Start of Block
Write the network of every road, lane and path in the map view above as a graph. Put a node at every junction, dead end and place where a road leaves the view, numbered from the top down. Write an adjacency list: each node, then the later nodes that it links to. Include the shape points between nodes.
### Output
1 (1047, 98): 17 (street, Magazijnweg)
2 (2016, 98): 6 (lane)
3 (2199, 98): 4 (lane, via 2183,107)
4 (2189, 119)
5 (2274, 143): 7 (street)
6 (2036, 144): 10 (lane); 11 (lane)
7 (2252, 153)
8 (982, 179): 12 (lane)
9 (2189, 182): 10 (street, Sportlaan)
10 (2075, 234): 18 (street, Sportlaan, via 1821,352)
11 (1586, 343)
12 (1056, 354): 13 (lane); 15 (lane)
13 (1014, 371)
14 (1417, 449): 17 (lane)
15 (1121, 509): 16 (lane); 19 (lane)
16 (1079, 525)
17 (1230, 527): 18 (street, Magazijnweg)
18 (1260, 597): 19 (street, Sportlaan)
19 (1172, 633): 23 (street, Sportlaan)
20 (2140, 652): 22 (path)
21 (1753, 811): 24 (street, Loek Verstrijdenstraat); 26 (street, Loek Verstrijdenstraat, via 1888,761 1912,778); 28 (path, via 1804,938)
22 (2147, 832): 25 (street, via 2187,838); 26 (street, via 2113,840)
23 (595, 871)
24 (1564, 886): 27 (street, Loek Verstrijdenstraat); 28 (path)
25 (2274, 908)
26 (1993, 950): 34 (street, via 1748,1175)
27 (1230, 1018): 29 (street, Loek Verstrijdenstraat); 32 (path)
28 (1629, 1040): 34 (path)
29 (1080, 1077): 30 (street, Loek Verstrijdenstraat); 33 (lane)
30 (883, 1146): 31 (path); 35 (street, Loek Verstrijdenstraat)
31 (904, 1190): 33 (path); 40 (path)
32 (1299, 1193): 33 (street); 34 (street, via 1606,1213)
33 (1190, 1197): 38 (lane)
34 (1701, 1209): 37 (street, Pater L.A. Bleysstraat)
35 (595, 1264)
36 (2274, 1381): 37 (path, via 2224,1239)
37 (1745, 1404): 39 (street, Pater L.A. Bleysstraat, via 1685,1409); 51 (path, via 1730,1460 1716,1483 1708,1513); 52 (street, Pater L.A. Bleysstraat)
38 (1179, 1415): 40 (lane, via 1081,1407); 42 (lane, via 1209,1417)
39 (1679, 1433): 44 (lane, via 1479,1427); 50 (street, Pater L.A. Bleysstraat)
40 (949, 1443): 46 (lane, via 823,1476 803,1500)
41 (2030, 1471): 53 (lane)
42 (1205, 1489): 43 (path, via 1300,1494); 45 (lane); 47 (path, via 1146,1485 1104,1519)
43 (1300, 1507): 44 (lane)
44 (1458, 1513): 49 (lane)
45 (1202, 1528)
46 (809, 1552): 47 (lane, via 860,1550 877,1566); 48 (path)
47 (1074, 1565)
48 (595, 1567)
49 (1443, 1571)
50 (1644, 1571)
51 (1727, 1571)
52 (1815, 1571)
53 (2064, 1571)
End of Block
### Exercise requirements
The whole listing above should be output again exactly.

### Written answer
Write the network of every road, lane and path in the map view above as a graph. Put a node at every junction, dead end and place where a road leaves the view, numbered from the top down. Write an adjacency list: each node, then the later nodes that it links to. Include the shape points between nodes.
### Output
1 (1047, 98): 17 (street, Magazijnweg)
2 (2016, 98): 6 (lane)
3 (2199, 98): 4 (lane, via 2183,107)
4 (2189, 119)
5 (2274, 143): 7 (street)
6 (2036, 144): 10 (lane); 11 (lane)
7 (2252, 153)
8 (982, 179): 12 (lane)
9 (2189, 182): 10 (street, Sportlaan)
10 (2075, 234): 18 (street, Sportlaan, via 1821,352)
11 (1586, 343)
12 (1056, 354): 13 (lane); 15 (lane)
13 (1014, 371)
14 (1417, 449): 17 (lane)
15 (1121, 509): 16 (lane); 19 (lane)
16 (1079, 525)
17 (1230, 527): 18 (street, Magazijnweg)
18 (1260, 597): 19 (street, Sportlaan)
19 (1172, 633): 23 (street, Sportlaan)
20 (2140, 652): 22 (path)
21 (1753, 811): 24 (street, Loek Verstrijdenstraat); 26 (street, Loek Verstrijdenstraat, via 1888,761 1912,778); 28 (path, via 1804,938)
22 (2147, 832): 25 (street, via 2187,838); 26 (street, via 2113,840)
23 (595, 871)
24 (1564, 886): 27 (street, Loek Verstrijdenstraat); 28 (path)
25 (2274, 908)
26 (1993, 950): 34 (street, via 1748,1175)
27 (1230, 1018): 29 (street, Loek Verstrijdenstraat); 32 (path)
28 (1629, 1040): 34 (path)
29 (1080, 1077): 30 (street, Loek Verstrijdenstraat); 33 (lane)
30 (883, 1146): 31 (path); 35 (street, Loek Verstrijdenstraat)
31 (904, 1190): 33 (path); 40 (path)
32 (1299, 1193): 33 (street); 34 (street, via 1606,1213)
33 (1190, 1197): 38 (lane)
34 (1701, 1209): 37 (street, Pater L.A. Bleysstraat)
35 (595, 1264)
36 (2274, 1381): 37 (path, via 2224,1239)
37 (1745, 1404): 39 (street, Pater L.A. Bleysstraat, via 1685,1409); 51 (path, via 1730,1460 1716,1483 1708,1513); 52 (street, Pater L.A. Bleysstraat)
38 (1179, 1415): 40 (lane, via 1081,1407); 42 (lane, via 1209,1417)
39 (1679, 1433): 44 (lane, via 1479,1427); 50 (street, Pater L.A. Bleysstraat)
40 (949, 1443): 46 (lane, via 823,1476 803,1500)
41 (2030, 1471): 53 (lane)
42 (1205, 1489): 43 (path, via 1300,1494); 45 (lane); 47 (path, via 1146,1485 1104,1519)
43 (1300, 1507): 44 (lane)
44 (1458, 1513): 49 (lane)
45 (1202, 1528)
46 (809, 1552): 47 (lane, via 860,1550 877,1566); 48 (path)
47 (1074, 1565)
48 (595, 1567)
49 (1443, 1571)
50 (1644, 1571)
51 (1727, 1571)
52 (1815, 1571)
53 (2064, 1571)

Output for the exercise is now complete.